The tissue engineering of bone is fairly advanced in comparison to that of most of the rest of our biology. In part, it is an easier problem from a mechanical point of view, as the medical community has decades of experience in the nuts and bolts of replacing lost bone with other substances. So replacing bone with freshly grown new bone is in many ways an easier proposition that what already takes place in hospitals around the world. If labs can generate the bone tissue, there is a commercial network of medical providers ready and waiting to make use of it.
A recent popular science article gives us an idea as to the present state of the art here:
Gordana Vunjak-Novakovic, a professor of biomedical engineering at Columbia University, has solved one of many problems on the way to successful bone implants: how to grow new bones in the anatomical shape of the original. ... "We are starting studies with large animals that will establish safety and feasibility before commercialization," she said.

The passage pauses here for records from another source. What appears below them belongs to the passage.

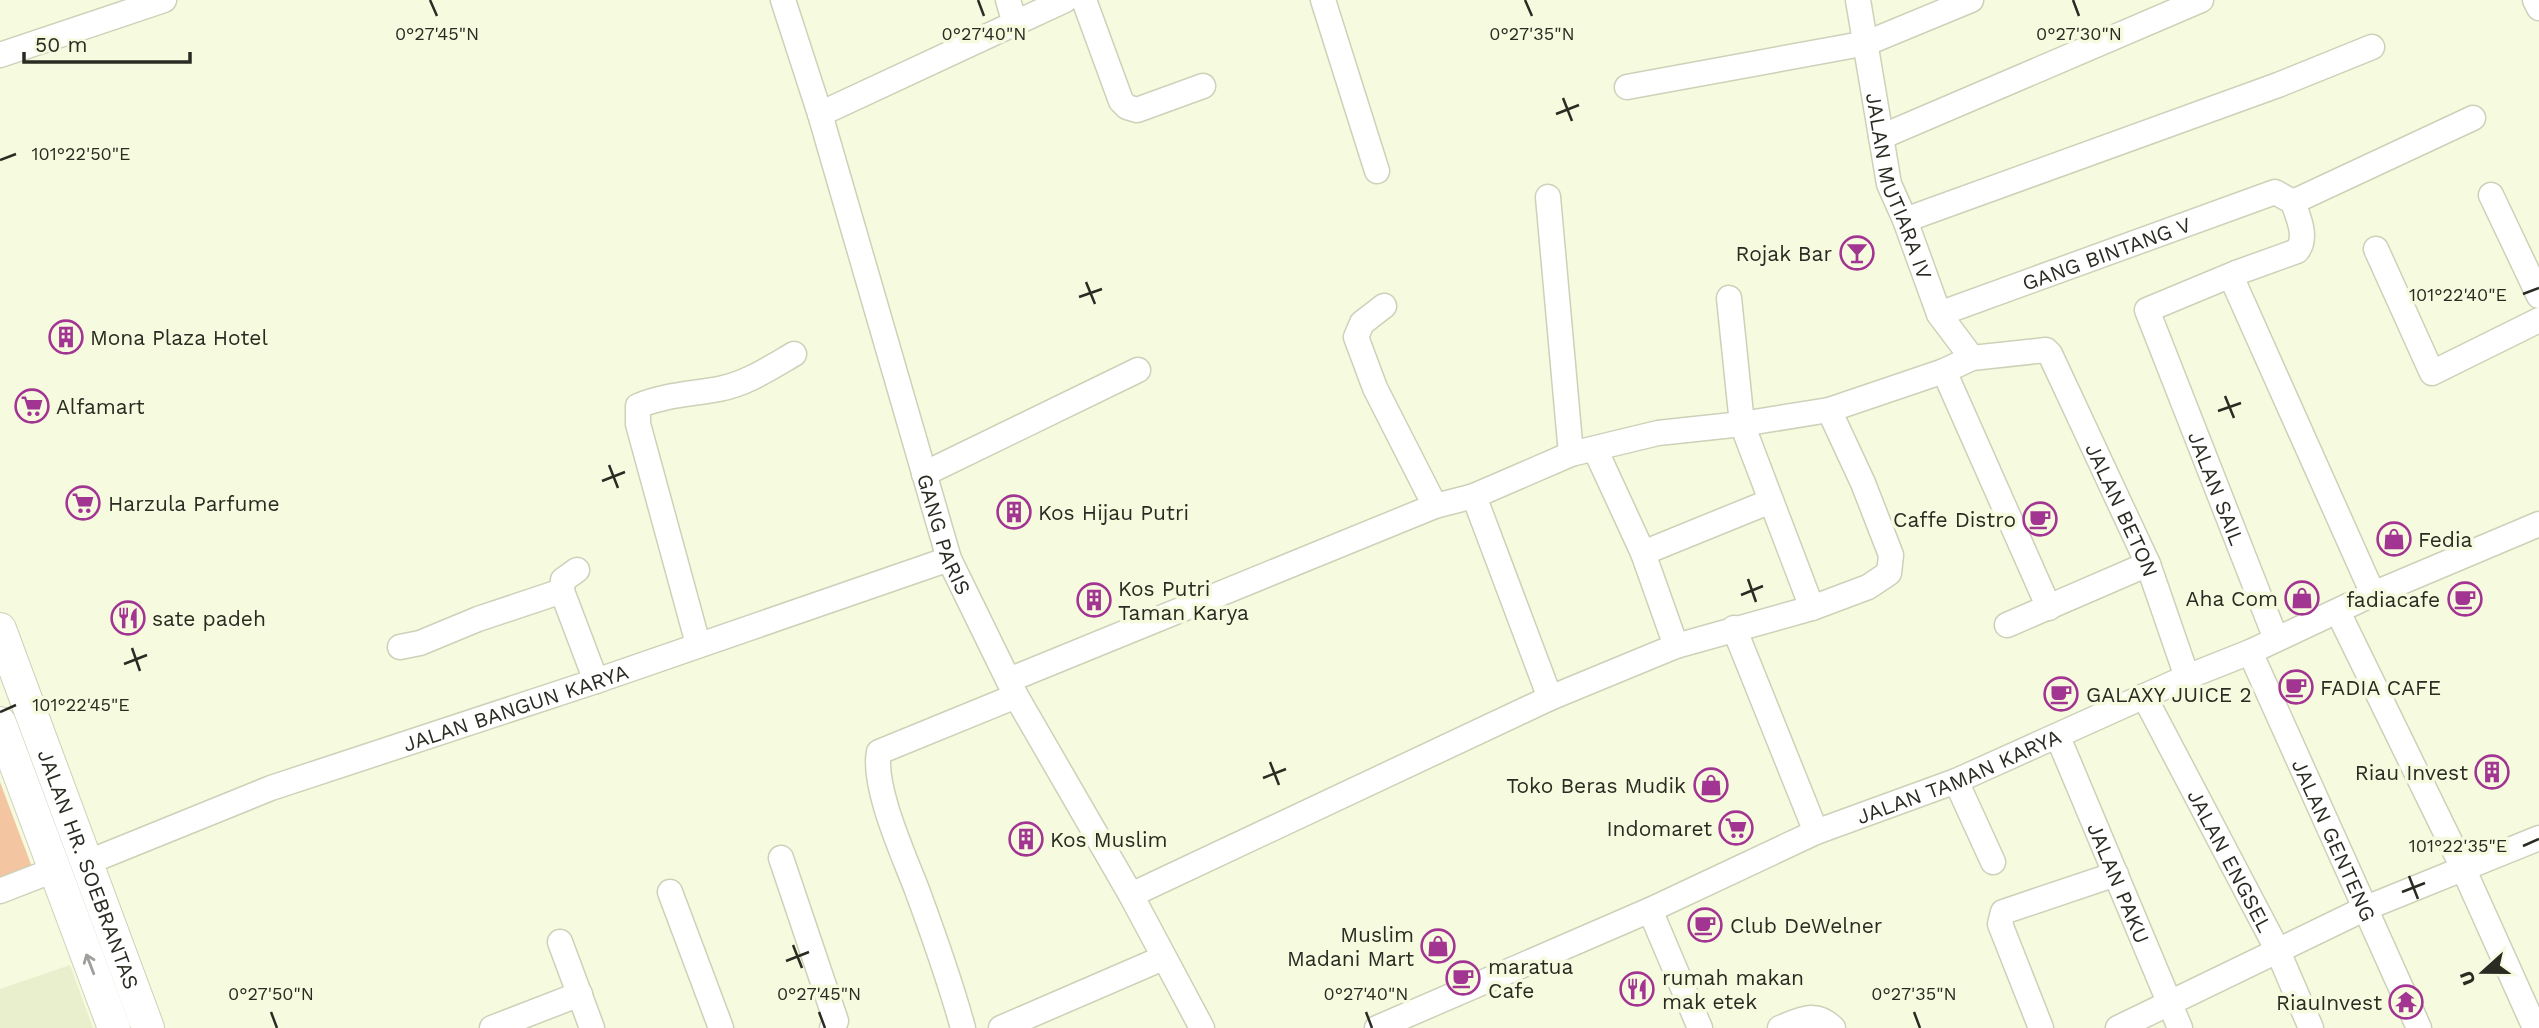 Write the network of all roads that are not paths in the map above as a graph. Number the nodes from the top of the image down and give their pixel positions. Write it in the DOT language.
graph roads {
  1 [pos="164,0"];
  2 [pos="783,0"];
  3 [pos="1008,0"];
  4 [pos="1065,0"];
  5 [pos="1084,0"];
  6 [pos="1323,0"];
  7 [pos="1858,0"];
  8 [pos="1971,0"];
  9 [pos="2201,0"];
  10 [pos="2535,0"];
  11 [pos="2539,8"];
  12 [pos="1015,24"];
  13 [pos="1867,43"];
  14 [pos="2372,47"];
  15 [pos="0,55"];
  16 [pos="1203,86"];
  17 [pos="1627,87"];
  18 [pos="820,114"];
  19 [pos="2473,118"];
  20 [pos="1881,137"];
  21 [pos="1377,171"];
  22 [pos="2491,195"];
  23 [pos="1548,197"];
  24 [pos="2284,197"];
  25 [pos="1905,220"];
  26 [pos="2375,249"];
  27 [pos="2236,273"];
  28 [pos="2539,296"];
  29 [pos="1729,298"];
  30 [pos="1384,306"];
  31 [pos="1939,314"];
  32 [pos="2539,320"];
  33 [pos="794,354"];
  34 [pos="1972,358"];
  35 [pos="1138,370"];
  36 [pos="1944,371"];
  37 [pos="1829,410"];
  38 [pos="1742,424"];
  39 [pos="1583,451"];
  40 [pos="924,474"];
  41 [pos="1474,496"];
  42 [pos="1771,501"];
  43 [pos="1435,506"];
  44 [pos="2539,524"];
  45 [pos="1643,553"];
  46 [pos="949,559"];
  47 [pos="2148,564"];
  48 [pos="577,570"];
  49 [pos="562,591"];
  50 [pos="2373,594"];
  51 [pos="1812,608"];
  52 [pos="2049,608"];
  53 [pos="2338,612"];
  54 [pos="2007,625"];
  55 [pos="1734,628"];
  56 [pos="0,629"];
  57 [pos="2276,639"];
  58 [pos="698,644"];
  59 [pos="1676,646"];
  60 [pos="400,647"];
  61 [pos="2250,652"];
  62 [pos="2188,677"];
  63 [pos="596,681"];
  64 [pos="1013,688"];
  65 [pos="2144,696"];
  66 [pos="1550,698"];
  67 [pos="0,723"];
  68 [pos="2058,737"];
  69 [pos="47,756"];
  70 [pos="17,767"];
  71 [pos="1956,781"];
  72 [pos="1816,831"];
  73 [pos="2539,838"];
  74 [pos="781,858"];
  75 [pos="1993,862"];
  76 [pos="86,863"];
  77 [pos="2463,868"];
  78 [pos="54,870"];
  79 [pos="2116,874"];
  80 [pos="0,891"];
  81 [pos="670,892"];
  82 [pos="1131,895"];
  83 [pos="2366,908"];
  84 [pos="1650,910"];
  85 [pos="559,942"];
  86 [pos="2277,949"];
  87 [pos="1163,958"];
  88 [pos="580,994"];
  89 [pos="2169,1004"];
  90 [pos="114,1028"];
  91 [pos="148,1028"];
  92 [pos="492,1028"];
  93 [pos="592,1028"];
  94 [pos="721,1028"];
  95 [pos="832,1028"];
  96 [pos="963,1028"];
  97 [pos="1001,1028"];
  98 [pos="1202,1028"];
  99 [pos="1377,1028"];
  100 [pos="1700,1028"];
  101 [pos="1780,1028"];
  102 [pos="1833,1028"];
  103 [pos="2041,1028"];
  104 [pos="2118,1028"];
  105 [pos="2180,1028"];
  106 [pos="2311,1028"];
  107 [pos="2418,1028"];
  108 [pos="2535,1028"];
  1 -- 15 [label="street"];
  2 -- 18 [label="street, GANG PARIS"];
  3 -- 12 [label="street"];
  4 -- 12 [label="street"];
  5 -- 16 [label="street"];
  6 -- 21 [label="street"];
  7 -- 13 [label="street, JALAN MUTIARA IV"];
  8 -- 13 [label="street"];
  9 -- 20 [label="street"];
  10 -- 11 [label="street"];
  12 -- 18 [label="street"];
  13 -- 17 [label="street"];
  13 -- 20 [label="street, JALAN MUTIARA IV"];
  14 -- 25 [label="street"];
  18 -- 40 [label="street, GANG PARIS"];
  19 -- 24 [label="street, GANG BINTANG V"];
  20 -- 25 [label="street, JALAN MUTIARA IV"];
  22 -- 28 [label="street"];
  23 -- 39 [label="street"];
  24 -- 27 [label="street"];
  24 -- 31 [label="street, GANG BINTANG V"];
  25 -- 31 [label="street, JALAN MUTIARA IV"];
  26 -- 32 [label="street"];
  27 -- 50 [label="street"];
  27 -- 57 [label="street, JALAN SAIL"];
  29 -- 38 [label="street"];
  30 -- 43 [label="street"];
  31 -- 34 [label="street, JALAN MUTIARA IV"];
  33 -- 58 [label="street"];
  34 -- 36 [label="street"];
  34 -- 47 [label="street, JALAN BETON"];
  35 -- 40 [label="street"];
  36 -- 37 [label="street"];
  36 -- 52 [label="street"];
  37 -- 38 [label="street"];
  37 -- 51 [label="street"];
  38 -- 39 [label="street"];
  38 -- 42 [label="street"];
  39 -- 41 [label="street"];
  39 -- 45 [label="street"];
  40 -- 46 [label="street, GANG PARIS"];
  41 -- 43 [label="street"];
  41 -- 66 [label="street"];
  42 -- 45 [label="street"];
  42 -- 51 [label="street"];
  43 -- 64 [label="street"];
  44 -- 50 [label="street, JALAN TAMAN KARYA"];
  45 -- 59 [label="street"];
  46 -- 58 [label="street, JALAN BANGUN KARYA"];
  46 -- 64 [label="street, GANG PARIS"];
  47 -- 52 [label="street"];
  47 -- 62 [label="street, JALAN BETON"];
  48 -- 49 [label="street"];
  49 -- 60 [label="street"];
  49 -- 63 [label="street"];
  50 -- 53 [label="street, JALAN TAMAN KARYA"];
  51 -- 55 [label="street"];
  52 -- 54 [label="street"];
  53 -- 57 [label="street, JALAN TAMAN KARYA"];
  53 -- 77 [label="street"];
  55 -- 59 [label="street"];
  55 -- 72 [label="street"];
  56 -- 69 [label="main road, JALAN HR. SOEBRANTAS"];
  57 -- 61 [label="street, JALAN TAMAN KARYA"];
  58 -- 63 [label="street, JALAN BANGUN KARYA"];
  59 -- 66 [label="street"];
  61 -- 62 [label="street, JALAN TAMAN KARYA"];
  61 -- 83 [label="street, JALAN GENTENG"];
  62 -- 65 [label="street, JALAN TAMAN KARYA"];
  63 -- 76 [label="street, JALAN BANGUN KARYA"];
  64 -- 82 [label="street, GANG PARIS"];
  64 -- 96 [label="street"];
  65 -- 68 [label="street, JALAN TAMAN KARYA"];
  65 -- 86 [label="street, JALAN ENGSEL"];
  66 -- 82 [label="street"];
  67 -- 70 [label="main road, JALAN HR. SOEBRANTAS"];
  68 -- 71 [label="street, JALAN TAMAN KARYA"];
  68 -- 79 [label="street, JALAN PAKU"];
  69 -- 70 [label="main road"];
  69 -- 76 [label="main road, JALAN HR. SOEBRANTAS"];
  70 -- 78 [label="main road, JALAN HR. SOEBRANTAS"];
  71 -- 72 [label="street, JALAN TAMAN KARYA"];
  71 -- 75 [label="street"];
  72 -- 84 [label="street, JALAN TAMAN KARYA"];
  73 -- 77 [label="street"];
  74 -- 95 [label="street"];
  76 -- 91 [label="main road, JALAN HR. SOEBRANTAS"];
  77 -- 83 [label="street"];
  77 -- 108 [label="street"];
  78 -- 80 [label="street"];
  90 -- 78 [label="main road, JALAN HR. SOEBRANTAS, one-way"];
  79 -- 89 [label="street, JALAN PAKU"];
  79 -- 103 [label="street"];
  81 -- 94 [label="street"];
  82 -- 87 [label="street, GANG PARIS"];
  83 -- 86 [label="street"];
  83 -- 107 [label="street, JALAN GENTENG"];
  84 -- 99 [label="street, JALAN TAMAN KARYA"];
  84 -- 100 [label="street"];
  85 -- 88 [label="street"];
  86 -- 89 [label="street"];
  86 -- 106 [label="street, JALAN ENGSEL"];
  87 -- 97 [label="street"];
  87 -- 98 [label="street, GANG PARIS"];
  88 -- 92 [label="street"];
  88 -- 93 [label="street"];
  89 -- 104 [label="street"];
  89 -- 105 [label="street, JALAN PAKU"];
  101 -- 102 [label="street"];
}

Dr. Vunjak-Novakovic, Dr. Warren L. Grayson and other members of the team used digital images of the joint to guide a machine that carved a three-dimensional replica, called a scaffold, from cleansed bone material. The team turned the bare scaffold into living tissue by putting it into a chamber molded to its exact shape, and adding human cells, typically isolated from bone marrow or liposuctioned fat. A steady source of oxygen, growth hormones, sugar and other nutrients was piped into the chamber, or bioreactor, so the bone would flourish.
This is another example of a form of recellularization, demonstrated in heart tissue engineering and treachea transplants in recent years. It doesn't remove the need for donor organs, but it can allow a patient's own cells to produce the final tissue for implantation, thereby eliminating any concern of rejection by the immune system. But back to the article:
Professor Hollister at Michigan is also working on creating bones of a jaw joint. But instead of using a bioreactor to grow them, he plans to use the human body as the incubator. The scaffold for the new bone, designed from a CT scan and printed directly using a laser system, is filled with cells from bone marrow or fat that are taken from the patient to prevent immune-system reactions. "Then we will let the patient’s body naturally heal and reconstruct the tissue as the implant is resorbed by the body," he said.
Many of the components to generate good bones are in place, said David L. Kaplan, professor and chairman of the department of biomedical engineering at Tufts University. "The technology is here," he said, "to control the size, shape and functional features of human tissue in the lab."
Promising advances are taking place here and now in regenerative medicine and tissue engineering. It's a very active, exciting field of human endeavor.